Porting to CUDA

Note on 2011/02/12.

A porting of the multi-dimensional, second-order CESE solver to CUDA has been finished in less than 2 weeks, from Feb. 1, 2011 to Feb. 11, 2011. The man-hours are estimated to be 80. It is the first systematic effort for porting the C-based CESE implementation of SOLVCON to CUDA.

The porting started from changeset 8cda91c301bf (445) and ended at changeset eaf35e678ead (532). The porting used 88 changesets. The total change to the code base amounts to 8867 lines, which is measured with:

$ hg diff -g -r 8cda91c301bf:eaf35e678ead | wc -l

The porting ended with 2 products. The first is a CUDA-enabled CESE base solver, solvcon.kerpak.cuse, and the second is a gas-dynamics solver of the Euler equations, solvcon.kerpak.gasdyn. gasdyn is developed based on cuse.

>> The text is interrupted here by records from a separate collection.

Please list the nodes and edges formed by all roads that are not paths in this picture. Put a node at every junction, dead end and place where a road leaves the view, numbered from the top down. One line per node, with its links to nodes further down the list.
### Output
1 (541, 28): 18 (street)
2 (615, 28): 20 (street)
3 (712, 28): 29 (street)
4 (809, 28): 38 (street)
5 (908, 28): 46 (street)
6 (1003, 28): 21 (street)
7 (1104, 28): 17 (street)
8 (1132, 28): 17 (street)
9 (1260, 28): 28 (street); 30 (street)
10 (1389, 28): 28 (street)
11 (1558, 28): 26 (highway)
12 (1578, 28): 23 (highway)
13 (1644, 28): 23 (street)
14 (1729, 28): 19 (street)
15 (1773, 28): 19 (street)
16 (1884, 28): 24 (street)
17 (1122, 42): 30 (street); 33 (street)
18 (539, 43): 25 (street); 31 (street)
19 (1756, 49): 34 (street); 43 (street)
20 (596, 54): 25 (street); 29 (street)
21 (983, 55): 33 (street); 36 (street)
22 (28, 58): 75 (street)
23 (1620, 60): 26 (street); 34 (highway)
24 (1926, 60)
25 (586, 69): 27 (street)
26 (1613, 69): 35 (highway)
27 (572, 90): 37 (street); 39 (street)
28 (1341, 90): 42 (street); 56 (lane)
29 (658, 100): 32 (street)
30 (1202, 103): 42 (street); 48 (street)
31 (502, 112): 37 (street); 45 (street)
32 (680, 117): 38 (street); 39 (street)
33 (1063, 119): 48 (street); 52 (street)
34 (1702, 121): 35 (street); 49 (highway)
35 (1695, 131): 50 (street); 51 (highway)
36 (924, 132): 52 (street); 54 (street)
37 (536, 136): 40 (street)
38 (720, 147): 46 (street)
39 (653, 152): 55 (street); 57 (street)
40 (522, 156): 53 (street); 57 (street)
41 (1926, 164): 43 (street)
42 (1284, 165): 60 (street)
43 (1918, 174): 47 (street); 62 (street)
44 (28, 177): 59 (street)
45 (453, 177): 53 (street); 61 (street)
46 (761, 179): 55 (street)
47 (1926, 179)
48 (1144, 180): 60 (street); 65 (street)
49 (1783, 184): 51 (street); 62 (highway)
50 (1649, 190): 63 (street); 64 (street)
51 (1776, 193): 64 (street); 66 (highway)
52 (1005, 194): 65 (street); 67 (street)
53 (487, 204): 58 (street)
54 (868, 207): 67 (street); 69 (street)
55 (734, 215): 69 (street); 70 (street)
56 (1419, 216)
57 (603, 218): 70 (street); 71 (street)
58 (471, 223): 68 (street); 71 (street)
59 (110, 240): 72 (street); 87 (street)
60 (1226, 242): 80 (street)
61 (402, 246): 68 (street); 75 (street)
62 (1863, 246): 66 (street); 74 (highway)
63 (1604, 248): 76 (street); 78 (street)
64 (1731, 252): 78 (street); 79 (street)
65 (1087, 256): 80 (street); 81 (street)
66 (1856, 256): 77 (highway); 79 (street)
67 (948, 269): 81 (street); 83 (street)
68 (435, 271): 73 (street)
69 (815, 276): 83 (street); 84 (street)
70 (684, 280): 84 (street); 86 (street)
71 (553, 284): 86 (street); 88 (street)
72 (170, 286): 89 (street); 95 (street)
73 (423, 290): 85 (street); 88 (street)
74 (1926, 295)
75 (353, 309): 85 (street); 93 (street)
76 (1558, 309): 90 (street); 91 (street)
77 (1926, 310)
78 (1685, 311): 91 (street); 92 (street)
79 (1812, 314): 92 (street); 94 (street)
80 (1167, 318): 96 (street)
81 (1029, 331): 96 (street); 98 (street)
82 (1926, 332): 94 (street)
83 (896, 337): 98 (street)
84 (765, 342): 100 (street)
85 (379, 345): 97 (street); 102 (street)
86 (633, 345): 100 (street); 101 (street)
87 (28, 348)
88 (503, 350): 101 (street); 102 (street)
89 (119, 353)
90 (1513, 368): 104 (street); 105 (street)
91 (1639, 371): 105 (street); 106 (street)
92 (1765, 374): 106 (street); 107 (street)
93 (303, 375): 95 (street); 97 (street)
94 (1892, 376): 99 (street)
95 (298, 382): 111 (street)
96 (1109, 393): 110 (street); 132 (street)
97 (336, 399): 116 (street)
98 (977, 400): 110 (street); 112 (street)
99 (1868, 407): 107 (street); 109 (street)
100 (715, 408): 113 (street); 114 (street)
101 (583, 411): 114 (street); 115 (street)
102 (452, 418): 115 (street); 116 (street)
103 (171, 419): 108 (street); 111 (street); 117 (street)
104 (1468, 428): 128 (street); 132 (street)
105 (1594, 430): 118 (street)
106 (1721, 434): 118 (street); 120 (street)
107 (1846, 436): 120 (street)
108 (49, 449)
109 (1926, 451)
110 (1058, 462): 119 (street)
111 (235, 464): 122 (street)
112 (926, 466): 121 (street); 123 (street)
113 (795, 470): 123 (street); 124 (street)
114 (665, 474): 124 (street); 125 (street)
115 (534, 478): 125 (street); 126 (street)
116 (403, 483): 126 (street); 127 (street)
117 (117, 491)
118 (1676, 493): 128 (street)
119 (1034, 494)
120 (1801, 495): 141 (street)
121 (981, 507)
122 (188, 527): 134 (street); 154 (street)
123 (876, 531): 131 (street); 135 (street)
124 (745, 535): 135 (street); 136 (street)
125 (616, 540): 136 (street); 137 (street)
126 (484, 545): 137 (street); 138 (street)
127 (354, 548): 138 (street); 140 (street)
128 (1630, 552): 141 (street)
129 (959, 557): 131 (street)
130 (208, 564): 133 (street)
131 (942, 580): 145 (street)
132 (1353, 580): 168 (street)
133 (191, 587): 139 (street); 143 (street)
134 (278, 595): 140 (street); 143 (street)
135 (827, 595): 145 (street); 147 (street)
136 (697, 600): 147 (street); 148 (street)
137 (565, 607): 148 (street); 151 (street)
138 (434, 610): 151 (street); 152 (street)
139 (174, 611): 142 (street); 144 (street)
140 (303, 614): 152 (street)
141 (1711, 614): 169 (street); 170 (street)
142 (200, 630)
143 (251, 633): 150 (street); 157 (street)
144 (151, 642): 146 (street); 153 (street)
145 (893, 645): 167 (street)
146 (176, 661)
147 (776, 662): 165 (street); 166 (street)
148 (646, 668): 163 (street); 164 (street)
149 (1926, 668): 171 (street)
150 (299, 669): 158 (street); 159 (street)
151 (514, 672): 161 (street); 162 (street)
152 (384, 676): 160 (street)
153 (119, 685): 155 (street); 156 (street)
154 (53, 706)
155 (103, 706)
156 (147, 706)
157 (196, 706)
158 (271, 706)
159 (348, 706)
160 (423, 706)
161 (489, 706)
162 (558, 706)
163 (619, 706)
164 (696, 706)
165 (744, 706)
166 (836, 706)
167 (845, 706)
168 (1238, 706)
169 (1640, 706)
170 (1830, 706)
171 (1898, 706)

There are 2 important by-products. The first is the one-file module solvcon.scuda for wrapping CUDA with ctypes. The second is the revised CUDA SCons tool. Both can be just copied out and used in a standalone fashion.

The porting hasn’t involved any memory optimization. The porting was based on compute capability 2.0 (sm_20) for convenience. The 3 Fermi (Tesla M2050) nodes installed in CFD lab) support CC 2.0. It should be easy to further port to lower CC.

Porting Process

The process to develop cuse involves 4 steps: (i) making ctypes-based CUDA wrapper, (ii) porting old euler to cueuler with CUDA, (iii) reorganizing cueuler to a new hierarchy of cuse and gasdyn, and (iv) incorporating cuse and gasdyn to solvcon.kerpak name space.

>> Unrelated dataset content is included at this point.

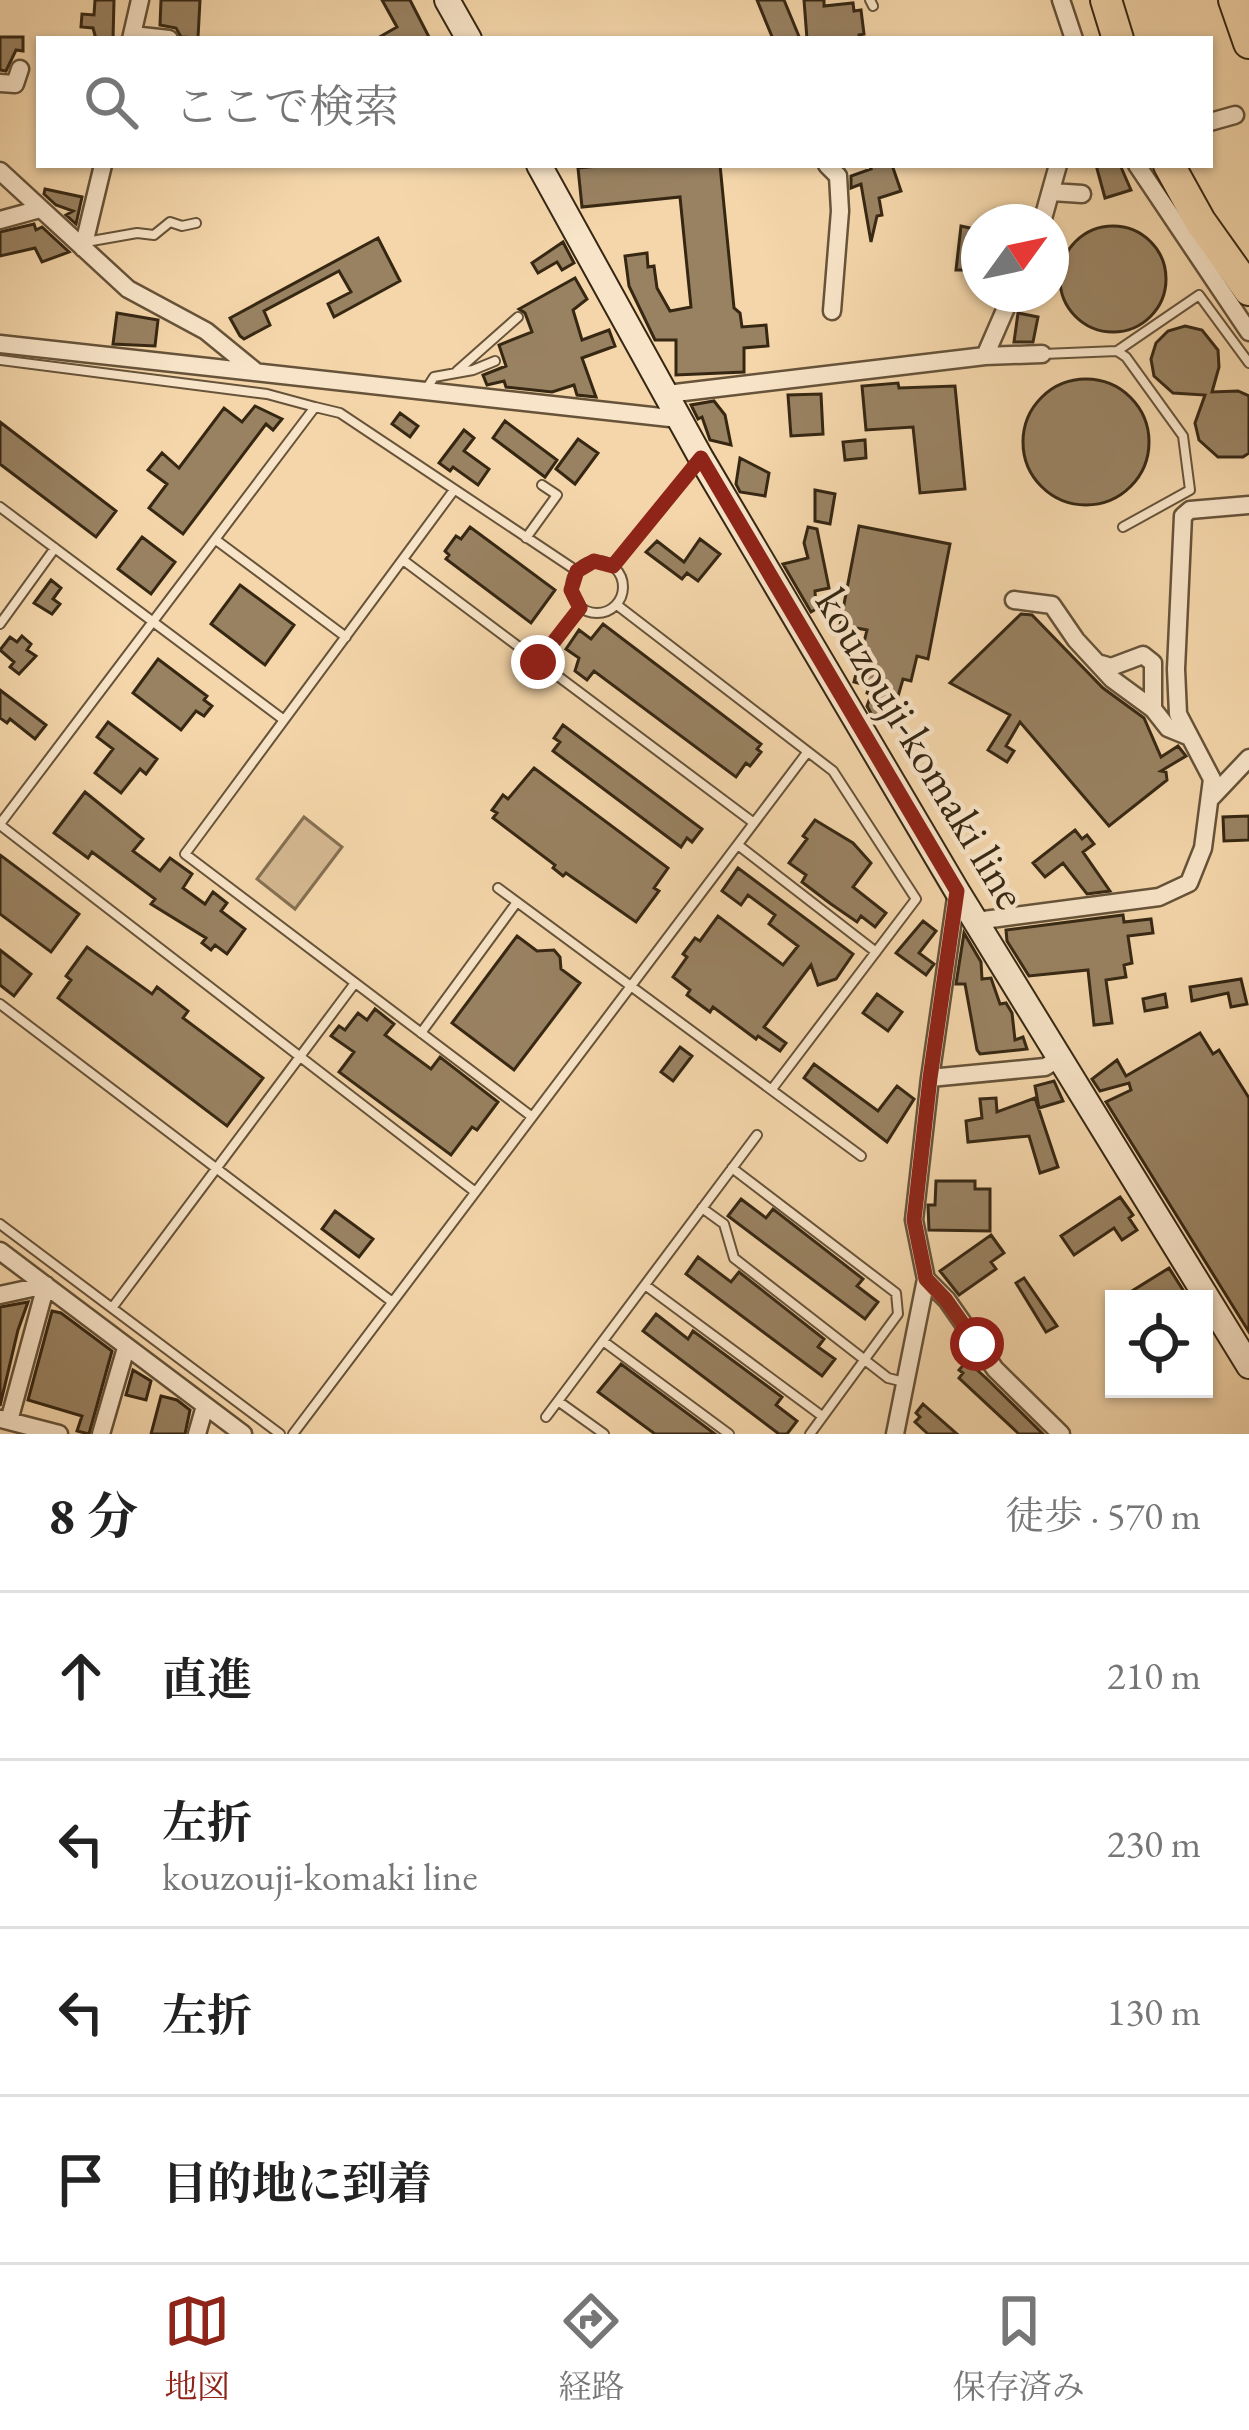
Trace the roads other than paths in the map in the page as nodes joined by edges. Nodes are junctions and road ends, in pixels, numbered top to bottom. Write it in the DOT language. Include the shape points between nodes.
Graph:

Step 1 includes 10 changesets from changeset 8cda91c301bf (445) to changeset 0a02bb811eba (464). Experimental code is written in sandbox/cuda, and then move to solvcon.scuda module. The wrapper was facilitated by fingolfin, a piloting CUDA implementation of the two-dimensional CESE method based on old-version SOLVCON developed by David Bilyeu in the summer of 2009. Although fingolfin provided CUDA-related know-how, no code was taken from the old implementation to the new porting effort.

Step 2 includes 39 changesets from changeset d20a4a9eac33 (456) to changeset efb10610385d (494). The experimental CUDA Euler solver cueuler is put inside sandbox/cuda. Step 2 took most of the time.

First, a working module was copyied from solvcon.kerpak.euler as the starting point. Necessary C files were ported to CUDA by changing function signatures, facilitated by using C macros.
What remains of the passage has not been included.